In recent years, IPOs in Turkey have reached record levels. In 2023 and 2024, a large number of companies started trading in Borsa Istanbul as a result of initial public offerings (IPO) transactions. These IPOs, which attracted great interest from small investors, stand out as important strategic moves in which companies gain transparency and visibility, and also play a role as an important financing tool. With IPOs, publicly traded companies / partnerships are now drawing the attention of not only small investors but also domestic/foreign strategic and financial investors.
This increased interest and visibility have positioned publicly
traded companies not only at the center of capital markets but also
as key targets in merger and acquisition
("M&A") transactions.
So, why have publicly traded companies increasingly
become target entities in M&A transactions? What makes being
"public" a more attractive quality for a
company?
The answer to this question lies in some of the obligations and
advantages of being publicly traded.
- Public disclosure obligation and transparency:
Article 15 of Capital Markets Law No. 6362
("CML") requires issuers to publicly
disclose material information that may affect the decisions of
investors. Article 5 of the Communiqué on Material Events
numbered II-15.1 ensures transparency in publicly traded companies
by regulating the timely and accurate disclosure of such
information. Thus, investors can access the necessary information
quickly and reliably.
- Ease of valuation and market data: Stock
prices of publicly traded companies can be viewed instantaneously.
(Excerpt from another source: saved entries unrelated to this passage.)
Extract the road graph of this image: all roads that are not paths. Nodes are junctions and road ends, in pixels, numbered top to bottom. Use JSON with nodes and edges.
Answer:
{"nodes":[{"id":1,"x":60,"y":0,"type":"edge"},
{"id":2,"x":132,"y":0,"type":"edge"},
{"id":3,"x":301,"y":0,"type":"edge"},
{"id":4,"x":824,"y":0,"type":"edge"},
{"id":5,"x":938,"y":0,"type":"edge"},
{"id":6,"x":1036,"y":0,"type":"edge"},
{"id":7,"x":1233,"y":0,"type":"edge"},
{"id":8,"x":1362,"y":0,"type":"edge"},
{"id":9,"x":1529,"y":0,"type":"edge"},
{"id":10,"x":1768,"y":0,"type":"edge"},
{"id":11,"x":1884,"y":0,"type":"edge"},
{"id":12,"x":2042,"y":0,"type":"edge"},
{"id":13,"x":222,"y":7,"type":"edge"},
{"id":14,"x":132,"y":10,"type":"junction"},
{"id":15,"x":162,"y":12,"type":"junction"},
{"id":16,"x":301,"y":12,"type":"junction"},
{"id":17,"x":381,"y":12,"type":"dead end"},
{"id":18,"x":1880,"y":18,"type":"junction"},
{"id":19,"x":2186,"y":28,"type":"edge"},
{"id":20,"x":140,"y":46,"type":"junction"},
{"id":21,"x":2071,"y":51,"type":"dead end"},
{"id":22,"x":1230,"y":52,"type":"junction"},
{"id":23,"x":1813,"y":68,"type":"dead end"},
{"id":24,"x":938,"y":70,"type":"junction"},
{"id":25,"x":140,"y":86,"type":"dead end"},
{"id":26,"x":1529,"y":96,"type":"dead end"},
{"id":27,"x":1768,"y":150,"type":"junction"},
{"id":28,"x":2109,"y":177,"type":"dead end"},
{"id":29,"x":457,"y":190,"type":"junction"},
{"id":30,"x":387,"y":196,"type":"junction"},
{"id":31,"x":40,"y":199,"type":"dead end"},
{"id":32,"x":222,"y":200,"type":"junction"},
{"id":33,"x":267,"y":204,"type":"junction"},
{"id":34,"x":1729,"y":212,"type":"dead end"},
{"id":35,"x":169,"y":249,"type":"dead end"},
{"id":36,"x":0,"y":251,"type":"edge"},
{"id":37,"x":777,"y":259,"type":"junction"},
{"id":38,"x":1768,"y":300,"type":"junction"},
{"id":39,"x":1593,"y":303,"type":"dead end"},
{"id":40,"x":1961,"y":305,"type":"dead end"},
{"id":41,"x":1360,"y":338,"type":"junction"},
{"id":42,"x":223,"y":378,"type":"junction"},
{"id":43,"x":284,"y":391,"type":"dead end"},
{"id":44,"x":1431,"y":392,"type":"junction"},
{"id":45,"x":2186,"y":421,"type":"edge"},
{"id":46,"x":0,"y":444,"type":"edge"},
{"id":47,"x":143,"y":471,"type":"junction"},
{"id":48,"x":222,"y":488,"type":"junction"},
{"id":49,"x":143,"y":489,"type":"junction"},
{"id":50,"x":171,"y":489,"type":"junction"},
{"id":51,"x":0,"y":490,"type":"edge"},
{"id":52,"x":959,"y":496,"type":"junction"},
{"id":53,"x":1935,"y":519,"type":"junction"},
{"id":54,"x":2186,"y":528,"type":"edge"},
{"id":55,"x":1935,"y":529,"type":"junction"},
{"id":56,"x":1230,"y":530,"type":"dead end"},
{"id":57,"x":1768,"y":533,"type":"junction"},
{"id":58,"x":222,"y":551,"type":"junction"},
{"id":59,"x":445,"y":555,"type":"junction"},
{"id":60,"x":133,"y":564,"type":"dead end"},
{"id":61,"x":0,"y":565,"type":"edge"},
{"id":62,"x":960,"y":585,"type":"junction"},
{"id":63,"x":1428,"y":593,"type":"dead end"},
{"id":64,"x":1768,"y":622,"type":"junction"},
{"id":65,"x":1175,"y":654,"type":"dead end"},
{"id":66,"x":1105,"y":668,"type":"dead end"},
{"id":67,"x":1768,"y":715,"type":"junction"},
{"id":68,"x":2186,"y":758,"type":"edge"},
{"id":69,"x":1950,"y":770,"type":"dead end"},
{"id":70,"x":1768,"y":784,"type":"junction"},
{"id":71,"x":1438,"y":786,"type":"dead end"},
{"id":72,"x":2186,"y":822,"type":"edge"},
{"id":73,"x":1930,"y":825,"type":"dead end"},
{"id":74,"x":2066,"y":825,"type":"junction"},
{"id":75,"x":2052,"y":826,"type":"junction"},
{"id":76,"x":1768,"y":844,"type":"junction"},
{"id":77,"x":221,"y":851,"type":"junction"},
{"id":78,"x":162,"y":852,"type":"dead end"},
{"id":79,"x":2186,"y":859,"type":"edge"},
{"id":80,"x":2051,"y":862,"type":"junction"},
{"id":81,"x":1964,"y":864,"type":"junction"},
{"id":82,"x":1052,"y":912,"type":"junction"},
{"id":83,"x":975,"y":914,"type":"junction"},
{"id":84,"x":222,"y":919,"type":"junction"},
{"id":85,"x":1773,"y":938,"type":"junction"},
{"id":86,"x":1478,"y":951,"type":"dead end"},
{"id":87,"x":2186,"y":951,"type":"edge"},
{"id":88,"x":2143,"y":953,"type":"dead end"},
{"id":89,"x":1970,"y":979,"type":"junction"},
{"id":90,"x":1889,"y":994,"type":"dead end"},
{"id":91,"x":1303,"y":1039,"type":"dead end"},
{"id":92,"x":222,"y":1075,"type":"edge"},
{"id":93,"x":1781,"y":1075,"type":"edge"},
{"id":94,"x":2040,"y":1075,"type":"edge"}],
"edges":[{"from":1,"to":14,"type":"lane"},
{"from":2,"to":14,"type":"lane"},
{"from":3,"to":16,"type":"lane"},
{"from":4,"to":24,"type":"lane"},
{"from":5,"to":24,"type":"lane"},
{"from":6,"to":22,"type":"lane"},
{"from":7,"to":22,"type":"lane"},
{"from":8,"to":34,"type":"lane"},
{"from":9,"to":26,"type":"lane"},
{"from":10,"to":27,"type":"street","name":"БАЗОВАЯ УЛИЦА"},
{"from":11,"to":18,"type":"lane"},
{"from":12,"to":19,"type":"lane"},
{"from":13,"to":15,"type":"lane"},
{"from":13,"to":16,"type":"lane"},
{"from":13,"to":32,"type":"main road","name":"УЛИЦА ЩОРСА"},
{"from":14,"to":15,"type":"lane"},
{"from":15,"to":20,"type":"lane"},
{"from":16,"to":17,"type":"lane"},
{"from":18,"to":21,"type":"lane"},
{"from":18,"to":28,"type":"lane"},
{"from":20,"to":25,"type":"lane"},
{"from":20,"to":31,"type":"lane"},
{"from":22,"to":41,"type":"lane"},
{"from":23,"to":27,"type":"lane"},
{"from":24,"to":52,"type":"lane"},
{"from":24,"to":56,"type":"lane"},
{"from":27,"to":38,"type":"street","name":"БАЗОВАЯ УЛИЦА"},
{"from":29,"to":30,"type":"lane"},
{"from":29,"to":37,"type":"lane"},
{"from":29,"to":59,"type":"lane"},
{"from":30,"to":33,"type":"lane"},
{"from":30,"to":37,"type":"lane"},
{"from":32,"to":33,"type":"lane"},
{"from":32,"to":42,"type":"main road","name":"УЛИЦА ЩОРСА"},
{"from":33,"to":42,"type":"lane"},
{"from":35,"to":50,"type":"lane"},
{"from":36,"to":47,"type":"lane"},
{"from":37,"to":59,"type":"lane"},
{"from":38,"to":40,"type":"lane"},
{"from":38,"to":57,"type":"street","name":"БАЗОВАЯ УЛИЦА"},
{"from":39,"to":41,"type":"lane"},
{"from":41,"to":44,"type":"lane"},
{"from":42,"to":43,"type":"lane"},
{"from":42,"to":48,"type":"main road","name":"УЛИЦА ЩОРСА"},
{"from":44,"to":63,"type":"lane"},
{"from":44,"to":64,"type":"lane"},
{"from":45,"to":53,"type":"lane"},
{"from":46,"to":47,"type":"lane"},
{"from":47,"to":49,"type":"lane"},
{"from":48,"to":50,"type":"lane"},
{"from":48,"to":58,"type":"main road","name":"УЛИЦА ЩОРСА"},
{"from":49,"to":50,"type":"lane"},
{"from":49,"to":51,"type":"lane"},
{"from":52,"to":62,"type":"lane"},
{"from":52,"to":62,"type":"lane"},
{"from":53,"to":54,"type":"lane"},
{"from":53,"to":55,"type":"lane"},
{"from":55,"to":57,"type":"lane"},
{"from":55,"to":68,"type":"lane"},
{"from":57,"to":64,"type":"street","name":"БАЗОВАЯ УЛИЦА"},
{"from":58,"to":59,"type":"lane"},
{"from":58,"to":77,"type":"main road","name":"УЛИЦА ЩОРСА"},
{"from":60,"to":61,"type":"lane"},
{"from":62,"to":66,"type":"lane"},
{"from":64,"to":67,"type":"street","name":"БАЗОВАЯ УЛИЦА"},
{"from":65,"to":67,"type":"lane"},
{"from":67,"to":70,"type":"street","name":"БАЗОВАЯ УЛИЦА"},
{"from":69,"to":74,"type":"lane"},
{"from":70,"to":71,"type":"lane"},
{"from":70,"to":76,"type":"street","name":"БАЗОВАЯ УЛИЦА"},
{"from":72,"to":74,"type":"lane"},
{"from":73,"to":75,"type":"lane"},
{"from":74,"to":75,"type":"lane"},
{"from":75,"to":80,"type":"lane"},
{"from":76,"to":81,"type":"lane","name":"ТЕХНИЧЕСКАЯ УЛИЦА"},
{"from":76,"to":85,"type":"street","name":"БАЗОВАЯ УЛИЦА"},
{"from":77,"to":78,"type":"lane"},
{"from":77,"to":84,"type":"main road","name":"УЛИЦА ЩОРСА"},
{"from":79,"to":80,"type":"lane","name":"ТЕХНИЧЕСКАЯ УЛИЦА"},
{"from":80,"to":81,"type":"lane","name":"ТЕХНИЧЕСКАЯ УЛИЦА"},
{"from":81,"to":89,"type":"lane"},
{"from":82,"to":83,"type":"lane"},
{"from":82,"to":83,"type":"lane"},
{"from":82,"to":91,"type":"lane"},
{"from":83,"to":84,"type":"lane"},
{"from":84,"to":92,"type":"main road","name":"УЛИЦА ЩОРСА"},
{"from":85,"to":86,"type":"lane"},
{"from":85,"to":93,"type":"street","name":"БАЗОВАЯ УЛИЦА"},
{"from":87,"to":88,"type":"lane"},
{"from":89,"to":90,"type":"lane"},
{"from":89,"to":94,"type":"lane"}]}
This makes it possible to value companies not only on the basis of
financial statements but also on the basis of market valuation.
Factors such as price, liquidity and investor behavior become part
of strategic decisions for new investors.
- Liquidity and exit options: The fact that the
shares are traded on the stock exchange offers the investor a
possible exit strategy. This liquidity advantage is attractive for
both strategic and financial investors.
- High visibility and brand awareness: Public companies are more visible to the media, investors and regulators. This visibility creates additional value for the buyer side in marketing and growth strategies.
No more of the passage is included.